Николай Дмитриевич Бартрам – выдающийся ученый-искусствовед, художник, коллекционер, организатор отечественного игрушечного производства – после этих показов сказал: «Честь и хвала Ефимовым за их Петрушек <…>, а вот будущее все же не за ними. <…> За Образцовым. У него много для этого данных. Во-первых, он музыкален – владеет ритмом, для петрушечника это очень важно. Во-вторых, он артист, поет, у него хорошая дикция. В третьих, он учился во ВХУТЕМАСе – это значит художник. А главное, он умеет видеть. Это очень много» [298] .
Профессиональное владение изобразительными искусствами действительно явилось для Образцова самой ценной учебой. «Меня учили видеть, – писал он, – а в моем теперешнем деле это очень важно. Меня учили переводить видимый и воспринимаемый мною мир в определенный материал – в карандаш, в уголь, в краску.

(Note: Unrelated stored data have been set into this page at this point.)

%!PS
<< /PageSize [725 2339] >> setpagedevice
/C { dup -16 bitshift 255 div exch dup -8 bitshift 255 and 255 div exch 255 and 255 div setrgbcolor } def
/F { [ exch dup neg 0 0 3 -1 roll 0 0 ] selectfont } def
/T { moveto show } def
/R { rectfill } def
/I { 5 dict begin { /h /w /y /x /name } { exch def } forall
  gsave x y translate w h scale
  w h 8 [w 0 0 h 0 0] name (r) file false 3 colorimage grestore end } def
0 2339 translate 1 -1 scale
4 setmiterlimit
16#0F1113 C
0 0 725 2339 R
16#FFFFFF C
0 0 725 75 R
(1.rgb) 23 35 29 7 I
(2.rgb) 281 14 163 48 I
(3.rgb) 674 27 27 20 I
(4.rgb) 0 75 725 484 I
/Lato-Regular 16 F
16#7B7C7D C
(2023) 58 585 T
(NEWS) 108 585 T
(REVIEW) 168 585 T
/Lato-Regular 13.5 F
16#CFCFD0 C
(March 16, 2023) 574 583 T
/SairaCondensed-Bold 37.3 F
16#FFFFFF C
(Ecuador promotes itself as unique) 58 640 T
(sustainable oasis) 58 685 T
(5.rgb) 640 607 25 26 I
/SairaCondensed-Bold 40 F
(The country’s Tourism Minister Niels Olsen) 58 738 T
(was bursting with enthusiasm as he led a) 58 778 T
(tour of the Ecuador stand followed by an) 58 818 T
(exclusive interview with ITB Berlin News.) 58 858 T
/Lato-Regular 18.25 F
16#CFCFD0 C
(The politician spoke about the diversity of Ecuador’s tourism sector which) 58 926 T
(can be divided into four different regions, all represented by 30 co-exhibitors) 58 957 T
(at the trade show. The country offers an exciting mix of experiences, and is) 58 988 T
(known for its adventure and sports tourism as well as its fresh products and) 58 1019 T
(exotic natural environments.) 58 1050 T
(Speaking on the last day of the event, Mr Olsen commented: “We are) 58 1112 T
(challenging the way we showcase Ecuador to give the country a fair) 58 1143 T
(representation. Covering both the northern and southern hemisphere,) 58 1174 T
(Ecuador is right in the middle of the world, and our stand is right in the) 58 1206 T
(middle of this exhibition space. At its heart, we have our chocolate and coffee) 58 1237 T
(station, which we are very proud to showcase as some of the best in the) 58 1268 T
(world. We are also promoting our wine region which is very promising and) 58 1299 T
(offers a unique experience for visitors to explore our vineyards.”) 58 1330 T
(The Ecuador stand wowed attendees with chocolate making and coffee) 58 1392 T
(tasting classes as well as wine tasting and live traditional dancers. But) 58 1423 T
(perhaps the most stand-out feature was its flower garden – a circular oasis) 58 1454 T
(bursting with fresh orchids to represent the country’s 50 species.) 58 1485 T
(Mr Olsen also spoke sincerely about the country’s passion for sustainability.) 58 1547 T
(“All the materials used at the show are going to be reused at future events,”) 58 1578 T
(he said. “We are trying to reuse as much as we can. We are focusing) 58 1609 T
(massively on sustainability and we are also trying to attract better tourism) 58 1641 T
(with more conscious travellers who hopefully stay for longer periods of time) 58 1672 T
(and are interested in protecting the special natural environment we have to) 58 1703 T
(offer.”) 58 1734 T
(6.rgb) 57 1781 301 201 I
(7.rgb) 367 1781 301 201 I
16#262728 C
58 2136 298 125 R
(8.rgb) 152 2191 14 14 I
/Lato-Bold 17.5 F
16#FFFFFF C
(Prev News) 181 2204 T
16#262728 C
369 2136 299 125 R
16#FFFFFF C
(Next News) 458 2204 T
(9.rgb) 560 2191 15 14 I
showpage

Я изучал анатомию и понимал механику и пластику человеческого тела; я лепил из глины и учился понимать движение объема в пространстве. <…> Я полюбил изображаемое пространство и цвет. Я полюбил материальность. А режиссер театра кукол, где образ предельно материален, обязан думать в материале, в фактуре, в объеме, в метре» [299] .
«Феномен Образцова» возник для театрального кукольного мира внезапно. И фигура эта была на редкость удачна. Ему удалось гармонично сочетать те направления, которые возникли в молодом профессиональном кукольном искусстве: «театр художника», «театр режиссера», «театр драматурга». Все они были плодотворны и перспективны, но ни одно из них в отдельности не могло стать полноценной «экспериментальной лабораторией» и тем более – консолидирующим ядром нового вида профессионального театрального искусства.
Образцов открыто и заинтересовано общался с великими режиссерами драматического театра, создававшими в первой половине ХХ века отечественное театральное искусство. Он был знаком со Станиславским и Немировичем-Данченко и работал в их театре, высоко ценил творчество Мейерхольда [300] , Таирова, величайшим актером ХХ века называл Михаила Чехова (опального друга и единомышленника которого – Виктора Громова – принял в 1939 году в качестве режиссера в свой театр), главным учителем своей жизни считал ближайшую соратницу Евг. Вахтангова – К. Котлубай, дружил с С. Михоэлсом и Г. Козинцевым, встречался с Г. Крэгом…
«Центральная Лаборатория Образцова» призвана была вести поиски нового театрального, «кукольного» языка во всем диапазоне искусства играющих кукол – и одновременно оставаться над межцеховыми дискуссиями, осмысливая и объединяя все лучшее, перспективное, формирующее искусство играющих кукол как особый, новый вид профессионального театра.
Здесь пригодилось одно из качеств С. Образцова – его страсть к коллекционированию, собирательству. Он собирал не только редкие предметы: картины, куклы, маски, вышивки, игрушки, музыкальные шкатулки. Он коллекционировал талантливых людей, собирал таланты – артистические, художественные, технические, музыкальные.
«Вокруг Образцова, – писал Евгений Шварц, – собрались люди, единственные в своем роде. Они так любят дело, так впечатлительны и уязвимы, что любят делать его так, чтобы их не видели. Все они – настоящие художники» [301] .
Свой театр-лабораторию Образцов создал так, как опытный дирижер собирает музыкантов-исполнителей. От каждого он ждал особого «звучания», умения играть в ансамбле, зная, что каждый в свой черед будет солировать. «Коллекция» со временем составилась знатная: актеры Семен Самодур, Ева Синельникова, Евгений Сперанский, Зиновий Гердт, художники Борис Тузлуков, Валентин Андриевич, мастер по куклам Николай Солнцев, театроведы Ленора Шпет, Андрей Федотов…
Каждое имя составило эпоху: в актерстве, режиссуре, сценографии, создании кукол, театроведении. Каждый, будучи частью ансамбля, впоследствии сыграл и свою «сольную партию».
Новая «Центральная кукольная лаборатория», должна была, с одной стороны, проводить селекцию режиссерских идей и выразительных средств, а с другой – помогать самоопределению, идентификации этого вида искусства.
«Если на маленькие кукольные плечи нельзя положить ту же почетную ношу, ту же обязанность быть действительно нужными людям, какая лежит на плечах большого искусства, тогда я не хочу писать о куклах, ни заниматься этим искусством, потому что в таком случае оно превращается либо в детскую забаву, либо в эстетское оригинальничанье взрослых» [302] , – писал режиссер.
Образцову куклы были нужны не для забавы зрителей и тем более не для создания отвлеченных эстетических моделей. Театр кукол для него – «условный театр», новое искусство с невероятным, новым художественным, творческим, метафорическим потенциалом: кукольный театр переживания.